[Extracted records]
|---|
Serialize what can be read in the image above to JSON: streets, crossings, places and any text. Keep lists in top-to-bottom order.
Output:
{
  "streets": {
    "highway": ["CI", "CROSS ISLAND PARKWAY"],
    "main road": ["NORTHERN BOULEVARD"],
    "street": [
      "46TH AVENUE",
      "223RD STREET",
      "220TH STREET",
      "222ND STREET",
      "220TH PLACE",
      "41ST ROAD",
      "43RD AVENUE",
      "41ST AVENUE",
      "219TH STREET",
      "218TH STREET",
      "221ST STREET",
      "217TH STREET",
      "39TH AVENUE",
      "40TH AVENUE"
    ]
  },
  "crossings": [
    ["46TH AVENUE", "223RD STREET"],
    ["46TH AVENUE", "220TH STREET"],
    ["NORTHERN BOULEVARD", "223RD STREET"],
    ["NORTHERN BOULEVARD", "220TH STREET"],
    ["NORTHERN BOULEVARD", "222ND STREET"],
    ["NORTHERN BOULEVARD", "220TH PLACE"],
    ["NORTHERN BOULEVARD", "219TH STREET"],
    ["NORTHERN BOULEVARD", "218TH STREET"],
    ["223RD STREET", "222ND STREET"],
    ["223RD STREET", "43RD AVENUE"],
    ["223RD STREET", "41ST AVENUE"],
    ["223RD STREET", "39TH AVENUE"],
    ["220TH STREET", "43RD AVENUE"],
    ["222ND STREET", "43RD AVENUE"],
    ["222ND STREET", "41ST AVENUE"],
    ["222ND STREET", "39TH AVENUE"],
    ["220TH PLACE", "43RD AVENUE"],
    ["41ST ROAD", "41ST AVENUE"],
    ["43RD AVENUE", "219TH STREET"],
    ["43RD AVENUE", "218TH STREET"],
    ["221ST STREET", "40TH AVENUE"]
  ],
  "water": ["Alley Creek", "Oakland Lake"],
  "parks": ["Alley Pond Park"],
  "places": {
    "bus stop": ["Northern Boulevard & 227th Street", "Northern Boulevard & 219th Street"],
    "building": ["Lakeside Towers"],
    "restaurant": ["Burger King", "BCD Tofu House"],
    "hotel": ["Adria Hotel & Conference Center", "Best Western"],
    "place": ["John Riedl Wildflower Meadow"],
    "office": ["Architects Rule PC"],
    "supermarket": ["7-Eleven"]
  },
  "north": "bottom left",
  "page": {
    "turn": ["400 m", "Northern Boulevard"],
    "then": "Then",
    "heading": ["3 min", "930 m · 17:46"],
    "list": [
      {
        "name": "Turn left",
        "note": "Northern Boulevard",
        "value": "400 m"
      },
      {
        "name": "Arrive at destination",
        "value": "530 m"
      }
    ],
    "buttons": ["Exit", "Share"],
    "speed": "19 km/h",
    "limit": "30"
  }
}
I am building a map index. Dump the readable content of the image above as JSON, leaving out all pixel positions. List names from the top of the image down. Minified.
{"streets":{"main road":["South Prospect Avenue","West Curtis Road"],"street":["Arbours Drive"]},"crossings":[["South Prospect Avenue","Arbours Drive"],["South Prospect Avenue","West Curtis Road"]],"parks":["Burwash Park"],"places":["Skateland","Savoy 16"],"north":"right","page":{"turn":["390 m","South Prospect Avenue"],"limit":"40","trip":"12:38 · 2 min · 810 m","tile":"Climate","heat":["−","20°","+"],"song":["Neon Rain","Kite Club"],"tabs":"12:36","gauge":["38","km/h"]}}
|---|
## [WHAT IS NEEDED]
Your response should be made up of the lines in the data that contain the word "parks".

## [ANSWER TO THE EXERCISE]
  "parks": ["Alley Pond Park"],
{"streets":{"main road":["South Prospect Avenue","West Curtis Road"],"street":["Arbours Drive"]},"crossings":[["South Prospect Avenue","Arbours Drive"],["South Prospect Avenue","West Curtis Road"]],"parks":["Burwash Park"],"places":["Skateland","Savoy 16"],"north":"right","page":{"turn":["390 m","South Prospect Avenue"],"limit":"40","trip":"12:38 · 2 min · 810 m","tile":"Climate","heat":["−","20°","+"],"song":["Neon Rain","Kite Club"],"tabs":"12:36","gauge":["38","km/h"]}}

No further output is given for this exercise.